** RECORDS SUPPLIED follows **
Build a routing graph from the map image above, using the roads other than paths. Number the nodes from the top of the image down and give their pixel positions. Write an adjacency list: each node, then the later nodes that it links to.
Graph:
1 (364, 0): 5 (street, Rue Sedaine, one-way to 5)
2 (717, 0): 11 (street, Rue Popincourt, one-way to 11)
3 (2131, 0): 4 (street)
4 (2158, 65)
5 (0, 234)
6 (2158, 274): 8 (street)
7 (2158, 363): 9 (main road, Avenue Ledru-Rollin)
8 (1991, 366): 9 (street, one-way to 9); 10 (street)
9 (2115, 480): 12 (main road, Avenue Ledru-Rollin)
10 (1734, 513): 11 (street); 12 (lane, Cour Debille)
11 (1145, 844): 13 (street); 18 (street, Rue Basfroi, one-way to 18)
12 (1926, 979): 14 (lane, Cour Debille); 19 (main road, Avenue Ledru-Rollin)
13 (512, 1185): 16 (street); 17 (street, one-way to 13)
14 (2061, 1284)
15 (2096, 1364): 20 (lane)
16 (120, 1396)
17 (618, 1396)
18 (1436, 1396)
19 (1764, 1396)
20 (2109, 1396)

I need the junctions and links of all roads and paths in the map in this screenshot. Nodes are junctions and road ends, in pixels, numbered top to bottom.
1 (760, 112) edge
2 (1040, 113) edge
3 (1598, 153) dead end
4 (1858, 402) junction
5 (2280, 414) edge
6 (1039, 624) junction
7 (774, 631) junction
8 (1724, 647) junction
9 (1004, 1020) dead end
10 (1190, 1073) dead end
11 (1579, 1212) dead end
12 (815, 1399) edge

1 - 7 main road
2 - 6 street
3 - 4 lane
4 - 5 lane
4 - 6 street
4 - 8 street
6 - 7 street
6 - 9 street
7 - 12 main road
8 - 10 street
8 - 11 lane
** End of RECORDS SUPPLIED **
TASK GOAL:
Retype each line above exactly as written.

TASK OUTPUT:
Build a routing graph from the map image above, using the roads other than paths. Number the nodes from the top of the image down and give their pixel positions. Write an adjacency list: each node, then the later nodes that it links to.
Graph:
1 (364, 0): 5 (street, Rue Sedaine, one-way to 5)
2 (717, 0): 11 (street, Rue Popincourt, one-way to 11)
3 (2131, 0): 4 (street)
4 (2158, 65)
5 (0, 234)
6 (2158, 274): 8 (street)
7 (2158, 363): 9 (main road, Avenue Ledru-Rollin)
8 (1991, 366): 9 (street, one-way to 9); 10 (street)
9 (2115, 480): 12 (main road, Avenue Ledru-Rollin)
10 (1734, 513): 11 (street); 12 (lane, Cour Debille)
11 (1145, 844): 13 (street); 18 (street, Rue Basfroi, one-way to 18)
12 (1926, 979): 14 (lane, Cour Debille); 19 (main road, Avenue Ledru-Rollin)
13 (512, 1185): 16 (street); 17 (street, one-way to 13)
14 (2061, 1284)
15 (2096, 1364): 20 (lane)
16 (120, 1396)
17 (618, 1396)
18 (1436, 1396)
19 (1764, 1396)
20 (2109, 1396)

I need the junctions and links of all roads and paths in the map in this screenshot. Nodes are junctions and road ends, in pixels, numbered top to bottom.
1 (760, 112) edge
2 (1040, 113) edge
3 (1598, 153) dead end
4 (1858, 402) junction
5 (2280, 414) edge
6 (1039, 624) junction
7 (774, 631) junction
8 (1724, 647) junction
9 (1004, 1020) dead end
10 (1190, 1073) dead end
11 (1579, 1212) dead end
12 (815, 1399) edge

1 - 7 main road
2 - 6 street
3 - 4 lane
4 - 5 lane
4 - 6 street
4 - 8 street
6 - 7 street
6 - 9 street
7 - 12 main road
8 - 10 street
8 - 11 lane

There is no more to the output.